Smithy and bellows, fire and hammers of the smith as symbolic of the Underworld: The symbolic association of the smithy (and also of volcanoes) with hell and of smiths with devils is evident in the Voyage of St. Brendan (early 10th-century narrative, based on an 9th-century legend of Brendan, who lived ca. 486-578); Chapter XI, where Brendan and his disciples sail in their boat to a volcanic island. There, they hear the noise of forges, and bellows like thunder. A smith appears, a hairy, hideous creature blackened with fire and smoke, who seizes a great burning slag of iron in his tongs and throws it at them, but because they were protected by the sign of Christ (the Cross), the iron slag missed them and fell into the sea. Sources: Navigatio Sancti Brendani Abbatis, ed. C. Selmer (Notre Dame University Press, 1959); The Voyage of Brendan: Journey from the Promised Land, trans. John O'Meara (Atlantic Highlands, NJ: Humanities Press, 1976).

Again, in Tundale's Vision of Heaven and Hell (1149, by an Irish monk), chapter XI, one part of hell is a valley of smithies or foundry-shops, with great forges in which are kept the souls of "thosae who add sin to sin." Source: The Vision of Tundale, edited from BL MS Cotton Caligula A II, ed. Rodney Mearns (Heidelberg: Carl Winter, 1985).

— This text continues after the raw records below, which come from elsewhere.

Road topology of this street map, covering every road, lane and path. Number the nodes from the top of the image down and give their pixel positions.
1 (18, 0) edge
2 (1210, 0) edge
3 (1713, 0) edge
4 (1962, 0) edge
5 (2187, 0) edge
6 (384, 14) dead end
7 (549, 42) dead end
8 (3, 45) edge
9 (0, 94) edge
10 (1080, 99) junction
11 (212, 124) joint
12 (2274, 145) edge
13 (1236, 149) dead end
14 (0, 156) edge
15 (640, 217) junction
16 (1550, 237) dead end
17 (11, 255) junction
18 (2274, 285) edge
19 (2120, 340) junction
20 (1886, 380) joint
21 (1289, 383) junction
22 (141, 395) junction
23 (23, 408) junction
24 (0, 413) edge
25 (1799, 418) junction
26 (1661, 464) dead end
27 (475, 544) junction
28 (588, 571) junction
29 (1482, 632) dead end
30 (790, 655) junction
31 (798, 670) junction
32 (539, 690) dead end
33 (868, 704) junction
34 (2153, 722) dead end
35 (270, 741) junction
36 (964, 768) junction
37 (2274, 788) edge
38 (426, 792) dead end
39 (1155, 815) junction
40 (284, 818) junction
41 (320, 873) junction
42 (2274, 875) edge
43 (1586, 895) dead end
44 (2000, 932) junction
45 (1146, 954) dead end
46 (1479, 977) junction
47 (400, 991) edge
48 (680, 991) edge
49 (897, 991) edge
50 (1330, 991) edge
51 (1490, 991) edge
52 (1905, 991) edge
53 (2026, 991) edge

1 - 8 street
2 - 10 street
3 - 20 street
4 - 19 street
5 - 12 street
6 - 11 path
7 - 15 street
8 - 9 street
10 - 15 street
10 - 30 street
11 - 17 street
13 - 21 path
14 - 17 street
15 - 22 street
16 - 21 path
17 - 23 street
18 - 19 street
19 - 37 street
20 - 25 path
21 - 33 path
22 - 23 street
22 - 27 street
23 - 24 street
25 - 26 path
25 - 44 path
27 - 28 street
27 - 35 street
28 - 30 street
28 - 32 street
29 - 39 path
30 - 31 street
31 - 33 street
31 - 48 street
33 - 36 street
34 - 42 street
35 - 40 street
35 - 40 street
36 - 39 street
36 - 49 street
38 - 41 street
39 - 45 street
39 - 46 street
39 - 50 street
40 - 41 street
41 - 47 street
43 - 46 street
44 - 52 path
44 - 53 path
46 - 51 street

Chaucer hints of the diabolical in his portrait of Gervase the smith, in his Miller's Tale. An alliterative poem of the mid 15th century, reads:

Swarte-smeked smethes, smatered with smoke,
Drive me to deth with den of here dintes:
Swich nois on nightes ne herd men never,
What knavene cry and clatering of knockes!
The cammede kongons cryen after "Col! Col!"
And blowen here bellewes that all here brin brestes.
"Huf! Puf!" seith than on, "Haf! Paf!" that other.
They spitten and sprawlen and spellen many spelles,
They gnawen and gnacchen, they grones togidere,
And holden hem hote with here hard hamers.
Of a bole hide ben here barm-felles,
Here shankes ben shakeled for the fere-flunderes.
Hevy hemeres they han that hard ben handled,
Stark strokes they striken on a steled stocke.
"Lus, bus, las, das!" rowten by rowe.
Swich dolful a dreme the Devil it todrive!
The maister longeth a litil and lasheth a lesse,
Twineth hem twein and toucheth a treble.
"Tik, tak, hic, hac, tiket, taket, tik, tak,
Lus, bus, lus, das!" Swich lif they leden,
Alle clothemeres, Christ hem give sorwe!
May no man for brenwateres on night han his rest.

R. T. Davies, Medieval English Lyrics (Northwestern University Press, 1964), no. 115, p. 213, gives the following translation: "Smoke-blackened smiths, begrimed with smoke, drive me to death with the din of their blows: such noise by night no man ever heard, what crying of workmen and clattering of blows! The snumb-nosed changelings cry out for "Coal! Coal!" and blow their bellows fit to burst their brains. "Huf, Puf!" says that one, and "Haf, paf!" the other. They spit and sprawl and tell many tales, they gnaw and gnash, they groan together, and keep themselves hot with their hard hammers. Of a bull's hide are their leather aprons, their legs are protected against the fiery sparks. Heavy hammers they have that are handled hard, strong blows they strike on an anvil of steel. "Lus, bus, las, das!" they crash in turn. May the Devil put an end to so miserable a racket. The master-smith lengthens a little piece of iron, hammers a smaller piece, tists the two together and strikes a treble note (?). Such a life they lead, all smiths who clothe horses in iron armor, may Heaven punish them! Because of smiths who burn water (when the cool hot iron in it, no man can sleep at night."